_What to do:_
Provide only the number of lines in the records where "dead" appears.

_Records supplied:_
--- START ---

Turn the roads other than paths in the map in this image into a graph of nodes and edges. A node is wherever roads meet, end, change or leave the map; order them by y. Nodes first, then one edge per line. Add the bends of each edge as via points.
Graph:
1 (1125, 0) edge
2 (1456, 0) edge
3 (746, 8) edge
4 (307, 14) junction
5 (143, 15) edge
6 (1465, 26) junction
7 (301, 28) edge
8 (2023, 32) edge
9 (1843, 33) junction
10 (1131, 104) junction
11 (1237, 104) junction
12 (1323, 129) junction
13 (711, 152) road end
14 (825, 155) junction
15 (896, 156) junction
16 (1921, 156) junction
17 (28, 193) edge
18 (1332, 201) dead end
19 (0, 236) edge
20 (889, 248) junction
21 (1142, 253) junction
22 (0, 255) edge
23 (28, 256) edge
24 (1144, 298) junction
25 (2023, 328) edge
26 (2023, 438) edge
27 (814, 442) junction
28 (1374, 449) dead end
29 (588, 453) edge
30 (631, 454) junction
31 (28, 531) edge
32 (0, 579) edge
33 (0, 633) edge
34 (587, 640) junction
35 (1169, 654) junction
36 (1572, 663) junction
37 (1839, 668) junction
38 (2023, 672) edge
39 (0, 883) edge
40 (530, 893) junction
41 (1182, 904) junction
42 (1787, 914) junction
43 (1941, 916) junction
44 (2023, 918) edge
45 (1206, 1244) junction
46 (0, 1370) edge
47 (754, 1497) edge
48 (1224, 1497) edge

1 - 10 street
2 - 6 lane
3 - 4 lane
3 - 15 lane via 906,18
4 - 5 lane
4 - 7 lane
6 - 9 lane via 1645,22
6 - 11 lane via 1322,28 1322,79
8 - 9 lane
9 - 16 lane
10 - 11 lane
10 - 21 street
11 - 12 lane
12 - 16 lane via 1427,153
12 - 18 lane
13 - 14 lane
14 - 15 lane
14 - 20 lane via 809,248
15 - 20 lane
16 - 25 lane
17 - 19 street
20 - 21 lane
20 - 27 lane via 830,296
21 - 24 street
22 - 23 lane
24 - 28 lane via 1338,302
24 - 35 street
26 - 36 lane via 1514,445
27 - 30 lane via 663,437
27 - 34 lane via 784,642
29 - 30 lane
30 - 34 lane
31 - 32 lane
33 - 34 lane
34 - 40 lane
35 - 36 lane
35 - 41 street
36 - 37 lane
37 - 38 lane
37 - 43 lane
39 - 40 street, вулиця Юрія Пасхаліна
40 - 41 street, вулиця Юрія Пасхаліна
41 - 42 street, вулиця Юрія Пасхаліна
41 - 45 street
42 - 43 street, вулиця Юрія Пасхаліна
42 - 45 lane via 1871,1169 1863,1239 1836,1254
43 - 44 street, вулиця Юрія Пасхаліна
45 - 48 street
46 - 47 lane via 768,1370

--- END ---

_Response to this task:_
2